=== What is needed ===
The answer required is how many lines of the following entries contain the word "ถนนกองช", with no other words.

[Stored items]
= Beginning of Section =

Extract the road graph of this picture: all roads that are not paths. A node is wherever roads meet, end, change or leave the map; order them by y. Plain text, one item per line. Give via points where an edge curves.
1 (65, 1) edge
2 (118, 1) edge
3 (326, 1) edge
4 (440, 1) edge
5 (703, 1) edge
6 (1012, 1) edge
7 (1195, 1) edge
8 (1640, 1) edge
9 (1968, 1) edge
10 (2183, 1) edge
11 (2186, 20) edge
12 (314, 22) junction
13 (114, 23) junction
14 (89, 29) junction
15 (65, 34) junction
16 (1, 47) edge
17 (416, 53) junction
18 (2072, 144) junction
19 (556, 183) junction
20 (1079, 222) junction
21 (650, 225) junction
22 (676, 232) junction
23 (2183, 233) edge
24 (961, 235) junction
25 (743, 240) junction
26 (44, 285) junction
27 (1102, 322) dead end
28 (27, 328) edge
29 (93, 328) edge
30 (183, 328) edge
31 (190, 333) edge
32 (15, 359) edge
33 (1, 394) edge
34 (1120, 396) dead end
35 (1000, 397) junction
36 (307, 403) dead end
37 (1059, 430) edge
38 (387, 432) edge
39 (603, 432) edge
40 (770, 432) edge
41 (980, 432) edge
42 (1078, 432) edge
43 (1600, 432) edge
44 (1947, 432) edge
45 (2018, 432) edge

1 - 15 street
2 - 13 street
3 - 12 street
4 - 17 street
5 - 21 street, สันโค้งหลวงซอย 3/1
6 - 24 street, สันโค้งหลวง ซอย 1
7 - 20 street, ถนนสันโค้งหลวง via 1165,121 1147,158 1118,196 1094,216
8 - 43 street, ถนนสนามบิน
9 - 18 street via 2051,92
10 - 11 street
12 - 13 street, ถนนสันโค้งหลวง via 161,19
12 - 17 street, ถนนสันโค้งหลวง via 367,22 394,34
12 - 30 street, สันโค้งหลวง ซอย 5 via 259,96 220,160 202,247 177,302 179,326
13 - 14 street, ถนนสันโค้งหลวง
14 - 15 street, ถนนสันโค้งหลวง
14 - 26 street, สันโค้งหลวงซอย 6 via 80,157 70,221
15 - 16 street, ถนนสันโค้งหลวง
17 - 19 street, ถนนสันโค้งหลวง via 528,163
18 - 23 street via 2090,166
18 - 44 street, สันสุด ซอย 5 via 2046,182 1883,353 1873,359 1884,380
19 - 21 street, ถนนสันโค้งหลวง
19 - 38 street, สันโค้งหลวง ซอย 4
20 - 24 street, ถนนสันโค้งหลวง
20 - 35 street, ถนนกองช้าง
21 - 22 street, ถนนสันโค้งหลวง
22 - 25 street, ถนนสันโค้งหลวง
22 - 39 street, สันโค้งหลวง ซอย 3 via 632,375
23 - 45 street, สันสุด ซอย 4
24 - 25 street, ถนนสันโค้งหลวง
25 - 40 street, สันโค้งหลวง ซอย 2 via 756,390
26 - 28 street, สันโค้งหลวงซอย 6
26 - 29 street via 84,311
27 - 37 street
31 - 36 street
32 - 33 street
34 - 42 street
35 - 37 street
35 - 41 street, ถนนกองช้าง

= End of Section =

=== Task response ===
2